Не стоит чересчур доверчиво относиться к утверждениям антиинтеллектуалистов, принимая их за свойство характера. Слишком часто за ними прячется холодный расчет. Абсурдность разума до Лютера провозглашал Тертуллиан, после него — Кьеркегор, но и тот и другой доказали в споре — один с древнегреческими философами, второй — с Гегелем, — блестящее владение методами этого самого отрицаемого разума. Сама их демонстративная горячность лучше всего доказывает, что если теоретически они и не верили в силу разума, то на практике относились к ней с полным доверием. Таким образом, их вера в разум существовала на уровне инстинкта, тогда как убеждение в его тщетности носило вторичный и во многом искусственный характер.
Это в полной мере относится и к Лютеру. Он привык доверять доводам рассудка, и как раз его рационализм и был «нормальной», если можно так выразиться, составляющей его личности. Патологическая же составляющая целиком принадлежала области чувств, самым сильным из которых было чувство страха. Он, конечно, отдавал себе отчет в том, что с ним что-то не так, и, возможно, надеялся, что с помощью своей «светлой» стороны справится и с «темной». Иными словами, трезвый рассудок должен был сослужить службу мятущимся чувствам. Именно этим способом и решал Лютер свою личную проблему. В самом деле, не будь он прирожденным интеллектуалом, он бы просто погиб, убитый собственными страхами. Но он спорил с собой и в конце концов сумел убедить сам себя, что бояться нечего. Иррациональное чувство страха нашептывало ему: «Ты погиб...» Но разум, подобно мощному лучу, врывался в бездонную гущу мрака и восклицал: «Ты спасен!» И, преодолевая внутренний ужас, он верил разуму.
Поэтому антиинтеллектуализм Лютера следует понимать в том смысле, какой имел в виду Ларошфуко, утверждая, что «сердце дурачит разум». Речь в данном случае, разумеется, не идет о людях, которые вообще живут исключительно чувством, никогда не задумываясь о причинах своих сердечных побуждений, и слепо следуют им, не задаваясь вопросами и не испытывая потребности в самооправдании.
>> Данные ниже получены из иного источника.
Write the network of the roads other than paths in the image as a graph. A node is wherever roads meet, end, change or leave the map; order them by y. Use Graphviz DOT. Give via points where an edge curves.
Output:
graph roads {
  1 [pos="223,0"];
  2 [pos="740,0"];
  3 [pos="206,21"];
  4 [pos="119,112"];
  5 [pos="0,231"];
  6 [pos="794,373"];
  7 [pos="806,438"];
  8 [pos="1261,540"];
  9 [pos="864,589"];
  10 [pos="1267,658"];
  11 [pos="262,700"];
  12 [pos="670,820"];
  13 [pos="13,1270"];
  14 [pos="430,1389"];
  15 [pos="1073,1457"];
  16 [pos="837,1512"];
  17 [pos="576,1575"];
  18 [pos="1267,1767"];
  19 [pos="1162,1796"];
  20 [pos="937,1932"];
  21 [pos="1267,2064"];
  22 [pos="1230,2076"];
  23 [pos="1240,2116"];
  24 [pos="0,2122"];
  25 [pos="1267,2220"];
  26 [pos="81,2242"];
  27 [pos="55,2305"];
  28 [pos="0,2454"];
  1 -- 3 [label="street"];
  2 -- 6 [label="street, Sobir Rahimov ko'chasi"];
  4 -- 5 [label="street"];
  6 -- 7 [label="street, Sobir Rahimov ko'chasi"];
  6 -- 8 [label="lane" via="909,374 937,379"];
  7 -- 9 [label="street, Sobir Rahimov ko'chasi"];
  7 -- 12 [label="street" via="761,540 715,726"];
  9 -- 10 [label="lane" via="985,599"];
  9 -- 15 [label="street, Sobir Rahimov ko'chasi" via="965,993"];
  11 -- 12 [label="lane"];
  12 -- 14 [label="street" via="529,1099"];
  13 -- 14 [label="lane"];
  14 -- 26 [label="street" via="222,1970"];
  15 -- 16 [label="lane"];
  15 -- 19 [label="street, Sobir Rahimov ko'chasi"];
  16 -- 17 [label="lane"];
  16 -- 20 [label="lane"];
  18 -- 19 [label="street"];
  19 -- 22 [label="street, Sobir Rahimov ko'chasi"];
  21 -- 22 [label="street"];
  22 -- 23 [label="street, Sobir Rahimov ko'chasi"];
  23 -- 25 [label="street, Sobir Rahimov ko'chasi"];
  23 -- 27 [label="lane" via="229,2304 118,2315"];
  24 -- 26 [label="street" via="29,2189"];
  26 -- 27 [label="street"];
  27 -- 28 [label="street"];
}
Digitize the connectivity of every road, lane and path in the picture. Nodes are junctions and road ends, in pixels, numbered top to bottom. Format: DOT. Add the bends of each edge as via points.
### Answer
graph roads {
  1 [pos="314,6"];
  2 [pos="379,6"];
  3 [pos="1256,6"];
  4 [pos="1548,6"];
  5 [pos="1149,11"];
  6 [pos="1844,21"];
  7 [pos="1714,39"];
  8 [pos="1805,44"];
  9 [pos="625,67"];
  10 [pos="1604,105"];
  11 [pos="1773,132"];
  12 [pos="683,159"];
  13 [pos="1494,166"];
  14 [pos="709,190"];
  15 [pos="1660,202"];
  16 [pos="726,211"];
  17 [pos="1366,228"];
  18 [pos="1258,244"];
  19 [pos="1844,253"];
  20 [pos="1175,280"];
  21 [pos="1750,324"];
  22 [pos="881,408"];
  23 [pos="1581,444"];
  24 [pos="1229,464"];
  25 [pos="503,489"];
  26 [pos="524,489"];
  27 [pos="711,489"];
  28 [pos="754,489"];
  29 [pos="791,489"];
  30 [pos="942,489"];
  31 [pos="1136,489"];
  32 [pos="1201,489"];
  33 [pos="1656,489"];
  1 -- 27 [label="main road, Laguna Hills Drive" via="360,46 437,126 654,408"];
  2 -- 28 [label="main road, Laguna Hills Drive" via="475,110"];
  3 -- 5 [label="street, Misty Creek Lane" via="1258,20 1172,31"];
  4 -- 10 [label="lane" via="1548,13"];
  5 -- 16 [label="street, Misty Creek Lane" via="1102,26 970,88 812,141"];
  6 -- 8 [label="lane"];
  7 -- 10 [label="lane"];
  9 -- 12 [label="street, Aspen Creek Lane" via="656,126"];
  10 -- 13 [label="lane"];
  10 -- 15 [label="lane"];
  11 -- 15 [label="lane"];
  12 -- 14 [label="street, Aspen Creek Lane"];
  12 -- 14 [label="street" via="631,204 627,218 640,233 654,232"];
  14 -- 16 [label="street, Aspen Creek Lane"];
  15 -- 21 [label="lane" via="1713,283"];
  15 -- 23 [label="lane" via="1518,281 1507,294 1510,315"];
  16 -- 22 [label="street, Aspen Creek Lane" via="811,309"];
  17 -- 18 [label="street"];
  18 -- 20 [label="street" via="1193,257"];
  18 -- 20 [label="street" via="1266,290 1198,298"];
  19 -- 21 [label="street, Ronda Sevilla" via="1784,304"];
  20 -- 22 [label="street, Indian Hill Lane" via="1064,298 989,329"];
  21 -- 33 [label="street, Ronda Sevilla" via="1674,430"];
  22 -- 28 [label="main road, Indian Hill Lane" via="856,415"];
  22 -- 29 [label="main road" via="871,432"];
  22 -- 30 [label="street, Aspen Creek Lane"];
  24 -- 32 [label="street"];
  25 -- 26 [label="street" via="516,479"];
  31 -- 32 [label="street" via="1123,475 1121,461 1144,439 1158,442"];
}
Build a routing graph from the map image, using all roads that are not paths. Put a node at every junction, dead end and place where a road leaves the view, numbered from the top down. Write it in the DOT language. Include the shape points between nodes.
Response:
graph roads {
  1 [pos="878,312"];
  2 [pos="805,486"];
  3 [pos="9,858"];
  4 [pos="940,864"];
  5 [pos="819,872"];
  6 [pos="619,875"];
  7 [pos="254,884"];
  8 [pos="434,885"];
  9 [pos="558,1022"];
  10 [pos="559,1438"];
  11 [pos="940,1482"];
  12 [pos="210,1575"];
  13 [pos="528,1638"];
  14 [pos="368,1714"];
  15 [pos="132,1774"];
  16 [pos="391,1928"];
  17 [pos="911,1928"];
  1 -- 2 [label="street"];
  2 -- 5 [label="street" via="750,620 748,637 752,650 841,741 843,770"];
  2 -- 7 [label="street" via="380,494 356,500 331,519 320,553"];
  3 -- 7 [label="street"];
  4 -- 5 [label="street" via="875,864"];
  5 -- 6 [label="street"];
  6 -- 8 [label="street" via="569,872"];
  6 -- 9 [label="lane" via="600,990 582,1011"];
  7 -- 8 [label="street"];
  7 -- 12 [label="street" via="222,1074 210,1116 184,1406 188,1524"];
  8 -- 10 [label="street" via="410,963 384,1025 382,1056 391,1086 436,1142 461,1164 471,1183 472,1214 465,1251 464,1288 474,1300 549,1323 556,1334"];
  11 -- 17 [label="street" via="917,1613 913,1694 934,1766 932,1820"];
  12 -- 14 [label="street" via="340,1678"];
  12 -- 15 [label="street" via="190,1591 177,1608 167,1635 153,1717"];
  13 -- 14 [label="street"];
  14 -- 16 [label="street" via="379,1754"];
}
Если сердце действительно дурачит разум, то лишь потому, что разум постоянно пытается «продать» сердцу свои таланты. И чем сложнее устроено сердце, тем значительнее должны быть таланты, как в случае Лютера. Он, конечно, был схоластом, но схоластом поневоле и вопреки себе, впадавшим в ярость при одной мысли о схоластике. Его приверженность к ней носила не исторический и не теоретический характер (он отнюдь не разделял взгляды тех великих богословов-схоластов «золотого века», которые дали впоследствии название целой школе), его схоластика оставалась методологической. Он мастерски жонглировал тезисами, аргументами и логическими конструкциями. Именно поэтому учение схоластов и приводило его в такую ярость — он чувствовал, что слишком похож на них.
Героическое самоутверждение Лютера в качестве рационалиста, отрицающего превосходство разума в пользу благодати, то есть пытающегося самую благодать сделать элементом рациональной системы, ни в малейшей степени не повлияло на эмоциональную составляющую его психики: богатство личности как раз и заключается в сочетании способностей мыслить и чувствовать, умение же гармонизировать это сочетание говорит о душевном равновесии. В этом плане важным, но далеко не достаточным источником душевного покоя служило Лютеру искусство. Еще в Эрфурте, студентом, он искал утешения в игре на лютне. Однако длилось это утешение недолго — ровно столько, сколько звучала музыка. Позже, как свидетельствует Рацебергер, «в минуты гнева и искушения, в миг печали музыка приносила ему огромное облегчение». В 1530 году Лютер писал Вильгельму Баварскому, что музыка избавила его «от больших неприятностей». Но стать для него точкой опоры искусство не могло в силу своей мимолетности. Иное дело мысль — мысль продолжительна и долговечна; если и стоит на что-то надеяться, так именно на мысль.
Шумная история вокруг папской индульгенции оказалась для Лютера той самой счастливой случайностью, которую ждут порой всю жизнь, рискуя не дождаться. Ему, изголодавшемуся по спорам и схваткам, она дала обильную пищу. Вот почему мы называем 1517 год поворотным в судьбе Лютера: именно в споре с другими он становился самим собой. Он получил возможность упорядочить и укрепить собственную богословскую теорию, игравшую для него роль освободительницы, и вместе с тем увлечь за собой сторонников. Испытывая потребность убедить самого себя, он нуждался в аудитории, особенно в ученической аудитории. Университетская кафедра пришлась ему как нельзя кстати. Он сознавал это и, ни в коем случае не желая возврата к своему мучительному прошлому, культивировал в себе учителя. Виттенбергский наставник — это богослов, отрицающий пользу «дел»; это руководитель, предлагающий своему ученику тему для диссертации, посвященную воле (читай: бессилию) человека в отсутствие благодати; это человек, обретший первоначальную чистоту и заказывающий другому своему ученику сочинение «Против богословской схоластики».